::: Stored data

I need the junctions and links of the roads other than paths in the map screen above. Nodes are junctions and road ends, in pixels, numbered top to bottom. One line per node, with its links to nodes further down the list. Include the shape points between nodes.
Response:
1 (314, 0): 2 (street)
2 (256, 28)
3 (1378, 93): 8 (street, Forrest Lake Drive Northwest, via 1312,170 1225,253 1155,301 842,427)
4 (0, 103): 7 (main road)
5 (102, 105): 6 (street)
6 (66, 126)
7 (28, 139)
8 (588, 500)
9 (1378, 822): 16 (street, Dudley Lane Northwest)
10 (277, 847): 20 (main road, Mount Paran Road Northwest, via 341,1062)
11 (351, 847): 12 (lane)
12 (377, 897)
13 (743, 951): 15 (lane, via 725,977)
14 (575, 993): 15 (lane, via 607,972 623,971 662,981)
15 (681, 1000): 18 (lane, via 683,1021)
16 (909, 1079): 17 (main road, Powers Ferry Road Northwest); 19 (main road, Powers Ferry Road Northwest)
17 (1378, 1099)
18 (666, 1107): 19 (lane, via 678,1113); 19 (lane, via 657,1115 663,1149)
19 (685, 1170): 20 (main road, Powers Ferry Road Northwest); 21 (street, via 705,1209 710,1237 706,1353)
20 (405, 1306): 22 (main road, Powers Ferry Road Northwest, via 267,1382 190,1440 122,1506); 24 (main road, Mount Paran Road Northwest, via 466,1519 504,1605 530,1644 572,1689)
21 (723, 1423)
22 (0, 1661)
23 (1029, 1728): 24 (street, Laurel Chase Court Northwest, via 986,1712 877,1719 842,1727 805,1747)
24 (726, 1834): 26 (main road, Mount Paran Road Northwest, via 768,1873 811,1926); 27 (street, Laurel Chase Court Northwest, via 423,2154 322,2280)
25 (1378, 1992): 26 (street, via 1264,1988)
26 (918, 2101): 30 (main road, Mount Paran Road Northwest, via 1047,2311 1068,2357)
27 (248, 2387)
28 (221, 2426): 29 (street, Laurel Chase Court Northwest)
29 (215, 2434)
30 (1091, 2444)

::::::

Your instructions: Report every line of the data above that contains the string "Ferry" by copying it in full.

Answer to this task:
16 (909, 1079): 17 (main road, Powers Ferry Road Northwest); 19 (main road, Powers Ferry Road Northwest)
19 (685, 1170): 20 (main road, Powers Ferry Road Northwest); 21 (street, via 705,1209 710,1237 706,1353)
20 (405, 1306): 22 (main road, Powers Ferry Road Northwest, via 267,1382 190,1440 122,1506); 24 (main road, Mount Paran Road Northwest, via 466,1519 504,1605 530,1644 572,1689)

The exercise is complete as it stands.